A government primary school with a broken gate and a board listing the names of students who stopped attending last year can be found somewhere outside of Multan, beyond the sugarcane fields and roadside tire shops. Half of the names would probably not return this year either, according to a teacher I spoke to some time ago, almost in jest. When she said that, she shrugged. The reality of Pakistan’s education crisis is more like that shrug than any statistic.
Even by the standards of a nation accustomed to bad news, the numbers themselves are startling. About 30 million kids do not attend school. When students do enroll in government primary schools, over half of them leave before completing their education.
| Key Information | Details |
|---|---|
| Country | Islamic Republic of Pakistan |
| Out-of-School Children | Approximately 30 million (ages 5–16) |
| Primary School Dropout Rate | Over 50% in government schools |
| Constitutional Guarantee | Article 25-A — free education for ages 5 to 16 |
| Major Reform Campaign | Alif Ailaan (launched 2013) |
| Primary Funder of Campaign | U.K. Department for International Development (DFID) |
| Campaign Supporters | Around 1.5 million signed up; 2+ million social media followers |
| Implementing Partners | DAI and Accadian Ltd. |
| Focus Areas | Budgets, teacher quality, data transparency, public schools |
| Population Impacted | The poorest and most vulnerable 40% of Pakistanis |
| Year of Renewed National Focus | 2018 general election, often called the “education election” |
Free education between the ages of five and sixteen is guaranteed by the constitution, but the politicians who drafted it largely ignored this promise. It’s difficult to ignore how infrequently this is discussed in the evening talk shows, which appear to be constantly preoccupied with exchange rates and palace intrigue.

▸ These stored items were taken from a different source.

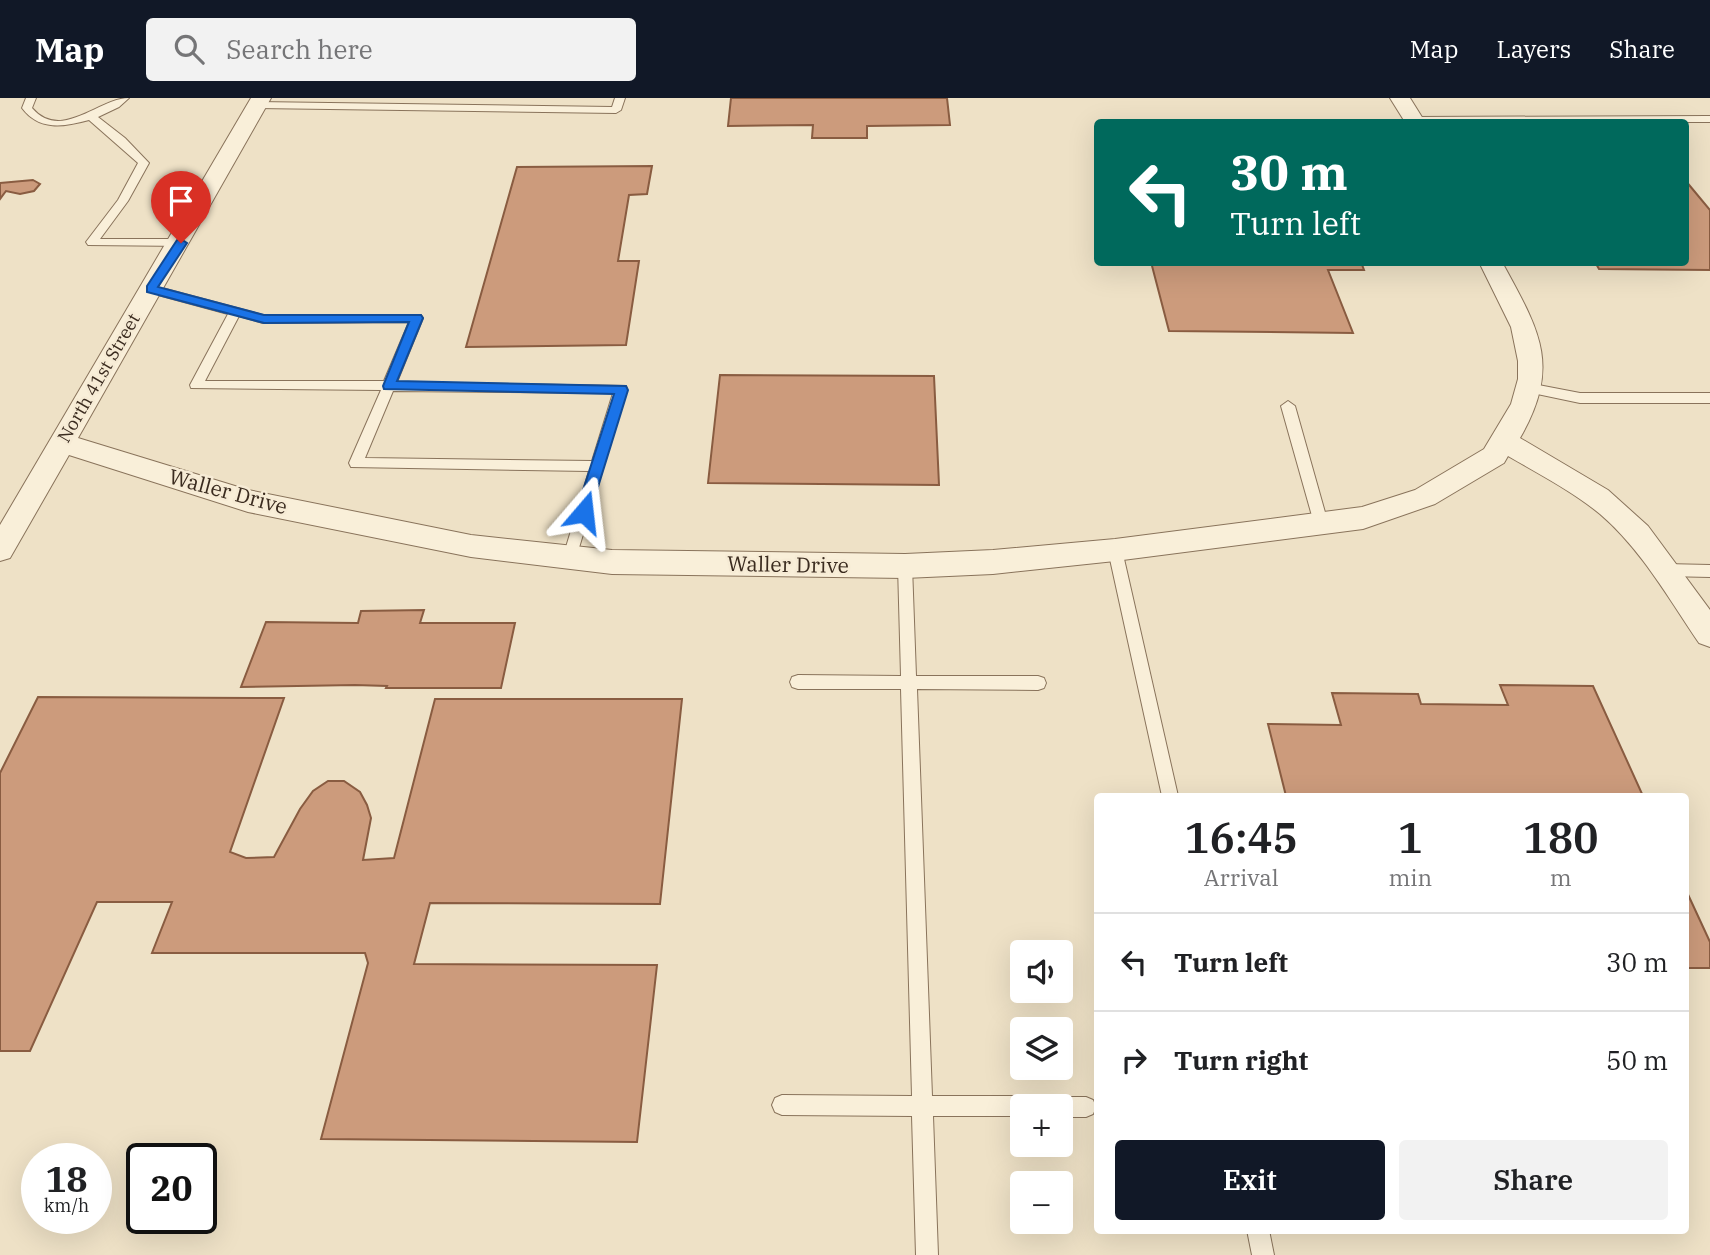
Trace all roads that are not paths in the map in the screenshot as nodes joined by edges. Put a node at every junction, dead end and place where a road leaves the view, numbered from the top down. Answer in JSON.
{"nodes":[{"id":1,"x":31,"y":98,"type":"edge"},
{"id":2,"x":124,"y":98,"type":"edge"},
{"id":3,"x":620,"y":98,"type":"edge"},
{"id":4,"x":1400,"y":98,"type":"edge"},
{"id":5,"x":259,"y":101,"type":"edge"},
{"id":6,"x":92,"y":117,"type":"junction"},
{"id":7,"x":1413,"y":119,"type":"edge"},
{"id":8,"x":1689,"y":119,"type":"edge"},
{"id":9,"x":1710,"y":119,"type":"edge"},
{"id":10,"x":181,"y":243,"type":"junction"},
{"id":11,"x":1492,"y":266,"type":"edge"},
{"id":12,"x":151,"y":289,"type":"junction"},
{"id":13,"x":235,"y":312,"type":"junction"},
{"id":14,"x":389,"y":386,"type":"junction"},
{"id":15,"x":1528,"y":388,"type":"junction"},
{"id":16,"x":1710,"y":398,"type":"edge"},
{"id":17,"x":1288,"y":406,"type":"dead end"},
{"id":18,"x":1504,"y":441,"type":"junction"},
{"id":19,"x":61,"y":443,"type":"junction"},
{"id":20,"x":598,"y":466,"type":"junction"},
{"id":21,"x":1321,"y":523,"type":"junction"},
{"id":22,"x":0,"y":550,"type":"edge"},
{"id":23,"x":1115,"y":550,"type":"junction"},
{"id":24,"x":570,"y":557,"type":"junction"},
{"id":25,"x":905,"y":566,"type":"junction"},
{"id":26,"x":1665,"y":570,"type":"junction"},
{"id":27,"x":1710,"y":571,"type":"edge"},
{"id":28,"x":1710,"y":634,"type":"edge"},
{"id":29,"x":798,"y":682,"type":"dead end"},
{"id":30,"x":909,"y":683,"type":"junction"},
{"id":31,"x":1038,"y":683,"type":"dead end"},
{"id":32,"x":1169,"y":793,"type":"edge"},
{"id":33,"x":782,"y":1105,"type":"dead end"},
{"id":34,"x":922,"y":1106,"type":"junction"},
{"id":35,"x":1010,"y":1106,"type":"edge"},
{"id":36,"x":1073,"y":1107,"type":"edge"},
{"id":37,"x":1086,"y":1107,"type":"dead end"},
{"id":38,"x":1259,"y":1234,"type":"edge"},
{"id":39,"x":927,"y":1255,"type":"edge"},
{"id":40,"x":1262,"y":1255,"type":"edge"}],
"edges":[{"from":1,"to":6,"type":"lane"},
{"from":2,"to":6,"type":"lane"},
{"from":3,"to":5,"type":"lane"},
{"from":4,"to":7,"type":"street"},
{"from":5,"to":10,"type":"street","name":"North 41st Street"},
{"from":6,"to":10,"type":"lane"},
{"from":8,"to":9,"type":"lane"},
{"from":10,"to":12,"type":"street","name":"North 41st Street"},
{"from":11,"to":15,"type":"street","name":"Waller Drive"},
{"from":12,"to":13,"type":"lane"},
{"from":12,"to":19,"type":"street","name":"North 41st Street"},
{"from":13,"to":14,"type":"lane"},
{"from":13,"to":14,"type":"lane"},
{"from":14,"to":20,"type":"lane"},
{"from":14,"to":20,"type":"lane"},
{"from":15,"to":16,"type":"lane"},
{"from":15,"to":18,"type":"street","name":"Waller Drive"},
{"from":17,"to":21,"type":"lane"},
{"from":18,"to":21,"type":"street","name":"Waller Drive"},
{"from":18,"to":26,"type":"street"},
{"from":19,"to":22,"type":"street","name":"North 41st Street"},
{"from":19,"to":24,"type":"street","name":"Waller Drive"},
{"from":20,"to":24,"type":"lane"},
{"from":21,"to":23,"type":"street","name":"Waller Drive"},
{"from":23,"to":25,"type":"street","name":"Waller Drive"},
{"from":23,"to":32,"type":"lane"},
{"from":24,"to":25,"type":"street","name":"Waller Drive"},
{"from":25,"to":30,"type":"lane"},
{"from":26,"to":27,"type":"lane"},
{"from":26,"to":28,"type":"street"},
{"from":29,"to":30,"type":"lane"},
{"from":30,"to":31,"type":"lane"},
{"from":30,"to":34,"type":"lane"},
{"from":33,"to":34,"type":"lane"},
{"from":34,"to":35,"type":"lane"},
{"from":34,"to":39,"type":"lane"},
{"from":36,"to":37,"type":"lane"},
{"from":38,"to":40,"type":"lane"}]}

There is a widespread, almost instinctive belief that increasing education will improve the nation. It won’t—at least not by itself. For many years, Pakistan has produced lawyers, engineers, accountants, and MBAs. Many of these graduates work as waiters in Dubai or as Uber drivers in Lahore. Thousands of people, including some with master’s degrees, reportedly applied for a position last year for a naib qasid, which is essentially an office peon. It’s obvious that something is wrong, and it’s not just the quantity of schools.

The fact that those at the top are already highly educated contributes to the issue. They attended Harvard, Oxford, LUMS, and Aitchison. To be honest, it seems a little dishonest to blame Rahim Yar Khan, an illiterate farmer, for the nation’s policy failures. Men with impressive degrees make the decisions that determine Pakistan’s economy, including those regarding taxes, energy, agriculture, and the rupee, in air-conditioned rooms. The nation would be very different if education were a guarantee of wisdom.
Then there is the more subdued rot that manifests itself in day-to-day existence. Why is it so difficult to locate a qualified plumber or a trustworthy electrician in a nation of 240 million people with severe underemployment? Most likely because most workplaces no longer value merit. Jobs are either bought outright or exchanged through connections. For a young man in Gujranwala, the wise investment isn’t a career path. It’s a cousin working for the appropriate government agency.
In an effort to shift the political discourse prior to the 2018 election, the Alif Ailaan campaign was born out of British aid funding in 2013. With 1.5 million signed supporters, rankings that humiliated provincial governments, and pressure on candidates to discuss schools rather than slogans, it had genuine momentum for a while. A portion of that energy endures. A large portion of it has vanished, absorbed into the routine of proclamations and inaugurations.
As this develops, it seems as though education in Pakistan has subtly transformed into something completely different—a diploma stamp, a credential filter, a method of sorting candidates for jobs that don’t actually exist. The nation continues to print degrees. Nothing comparable is consistently produced by the economy. In the meantime, the young person who did not go back to that Multan school is most likely working at a tea stall or folding bricks in a kiln. No one in Islamabad will notice when he grows up and the nation moves past him.
The fact that no single reform will solve this may be the most difficult thing to accept. Not more funds, not better educators, not more precise data. These are helpful, but a society that confuses credentials with education and education with opportunity is the real issue. The 30 million remain outside the classroom, outside the narrative, and outside the nation’s vision of its own future until that maze is resolved.